When was a nation born? At what time in history did a nation start being essentially what it is now? This question can probably not be answered for what is really a nation?
It may be defined as a group of people sharing a common language, blood relationship or common land area, but all these are rather uncertain quantities. Languages have changed, blood has been mixed and people have migrated.
If we still were to take the question seriously, we would have to decide on at least one of these three considerations. From when was the language sufficiently similar to the one spoken today as to be regarded as the same language? From when was the racial content approximately the same as today? When did the ancestors first enter the land? Neither of these questions can be appropriately answered and any attempt would probably be at odds with existing national mythology.
Let’s illustrate this by using the English nation as an example: The English language, approximately as we know it today, may have come into being in the 14th or 15th century. Was that also when the English nation was born? Most patriotic Englishmen would probably prefer an earlier date.
The racial make-up of England cannot have been established until several centuries after the Norman Conquest, but of course there is no racial unity even today. Race must therefore be disregarded.

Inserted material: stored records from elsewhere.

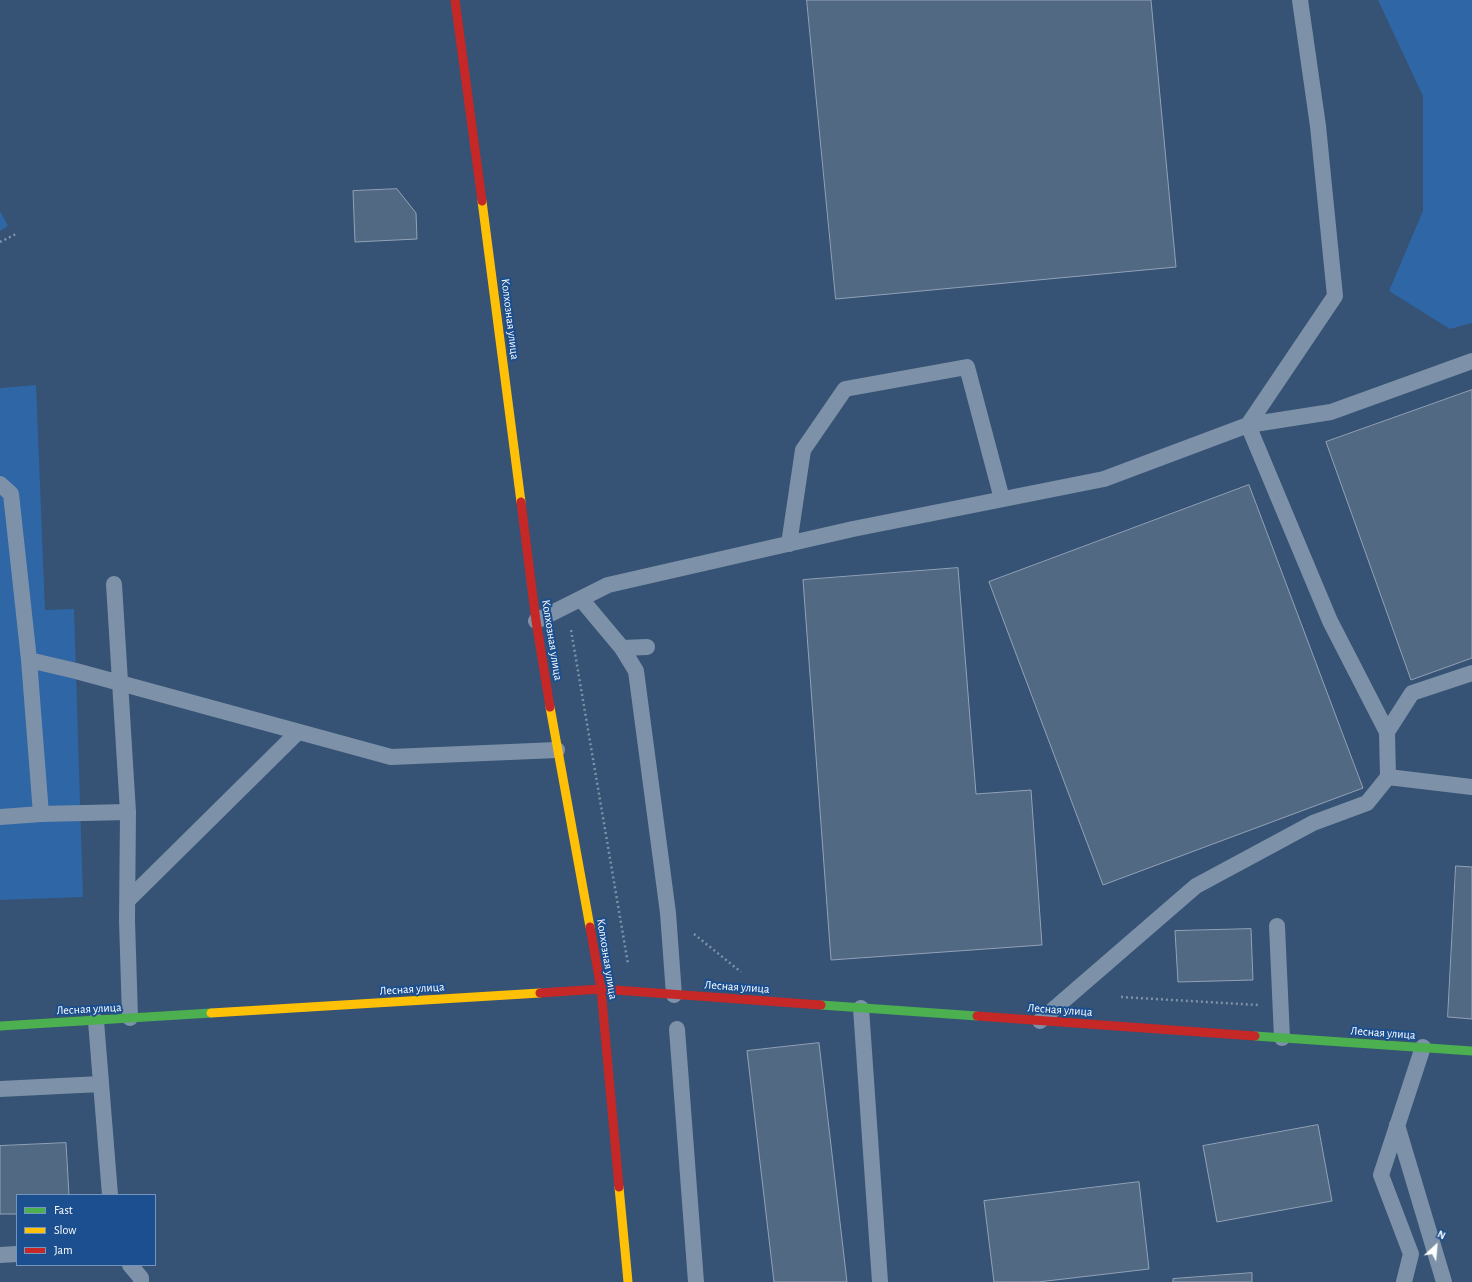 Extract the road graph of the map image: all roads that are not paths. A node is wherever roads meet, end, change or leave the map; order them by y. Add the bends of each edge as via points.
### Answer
1 (455, 0) edge
2 (1300, 0) edge
3 (1472, 362) edge
4 (1248, 425) junction
5 (0, 484) edge
6 (1002, 499) junction
7 (789, 544) junction
8 (114, 584) dead end
9 (581, 598) junction
10 (536, 621) junction
11 (647, 647) dead end
12 (622, 648) junction
13 (29, 660) junction
14 (1472, 673) edge
15 (120, 684) junction
16 (298, 732) junction
17 (1387, 732) junction
18 (557, 750) junction
19 (1388, 777) junction
20 (1472, 788) edge
21 (128, 812) junction
22 (41, 814) junction
23 (0, 817) edge
24 (128, 900) junction
25 (1278, 926) dead end
26 (601, 990) junction
27 (674, 994) junction
28 (861, 1008) junction
29 (130, 1018) junction
30 (96, 1021) junction
31 (1040, 1021) junction
32 (0, 1026) edge
33 (677, 1029) dead end
34 (1282, 1038) junction
35 (1423, 1047) junction
36 (1472, 1051) edge
37 (101, 1084) junction
38 (0, 1089) edge
39 (1397, 1125) junction
40 (110, 1194) edge
41 (16, 1254) edge
42 (0, 1255) edge
43 (131, 1266) edge
44 (141, 1282) edge
45 (628, 1282) edge
46 (696, 1282) edge
47 (880, 1282) edge
48 (1404, 1282) edge
49 (1444, 1282) edge

1 - 10 street, Колхозная улица
2 - 4 lane via 1318,126 1335,296
3 - 4 lane via 1332,412
4 - 6 lane via 1104,479
4 - 17 lane via 1330,621
5 - 13 lane via 11,494
6 - 7 lane
6 - 7 lane via 967,367 845,389 803,450
7 - 9 lane via 608,584
8 - 15 lane
9 - 10 lane
9 - 12 lane
10 - 18 street, Колхозная улица
11 - 12 lane
12 - 27 lane via 636,671 649,726 669,889 668,913
13 - 15 lane
13 - 22 lane
14 - 17 lane via 1412,693
15 - 16 lane
15 - 21 lane
16 - 18 lane via 391,757
16 - 24 lane
17 - 19 lane
18 - 26 street, Колхозная улица
19 - 20 lane
19 - 31 lane via 1367,803 1313,823 1196,886
21 - 22 lane
21 - 24 lane
22 - 23 lane
24 - 29 lane
25 - 34 lane
26 - 27 street, Лесная улица
26 - 29 street, Лесная улица
26 - 45 street, Колхозная улица
27 - 28 street, Лесная улица
28 - 31 street, Лесная улица
28 - 47 lane
29 - 30 street, Лесная улица
30 - 32 street, Лесная улица
30 - 37 lane
31 - 34 street, Лесная улица
33 - 46 lane
34 - 35 street, Лесная улица
35 - 36 street, Лесная улица
35 - 39 lane
37 - 38 lane
37 - 40 lane
39 - 48 lane via 1381,1176 1411,1254
39 - 49 lane
41 - 42 lane
43 - 44 lane via 141,1278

When did the first ancestors of the English people set foot on the island? Well, whenever the first human beings did, thousands of years ago, that is, and no one would probably want to go that far back.

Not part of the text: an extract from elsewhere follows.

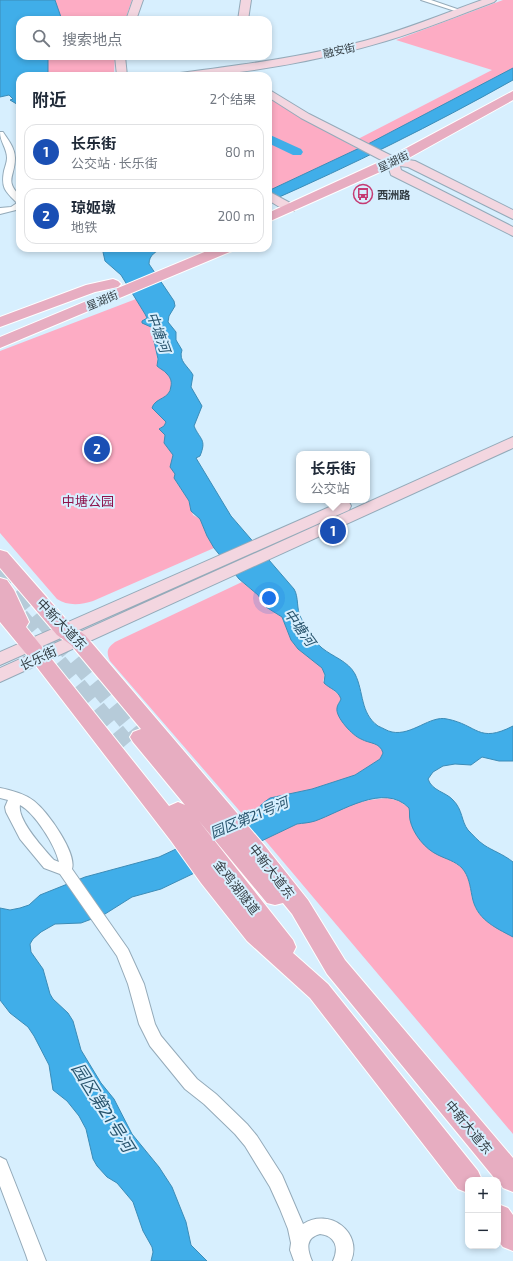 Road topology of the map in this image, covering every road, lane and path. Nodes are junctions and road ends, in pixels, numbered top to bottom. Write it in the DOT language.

In national mythology the date of birth is often fixed at some political event, the Norman invasion, for example, since that can be easily determined. But a nation’s origin can hardly be dependent on the establishment of a state since many nations have fought to create their own state which means that the nation must have preceded it. (And of course many nations don’t have their own state even today.)
No, nations have never been born, but national mythology is not concerned with reason and science. It is a fairy tale.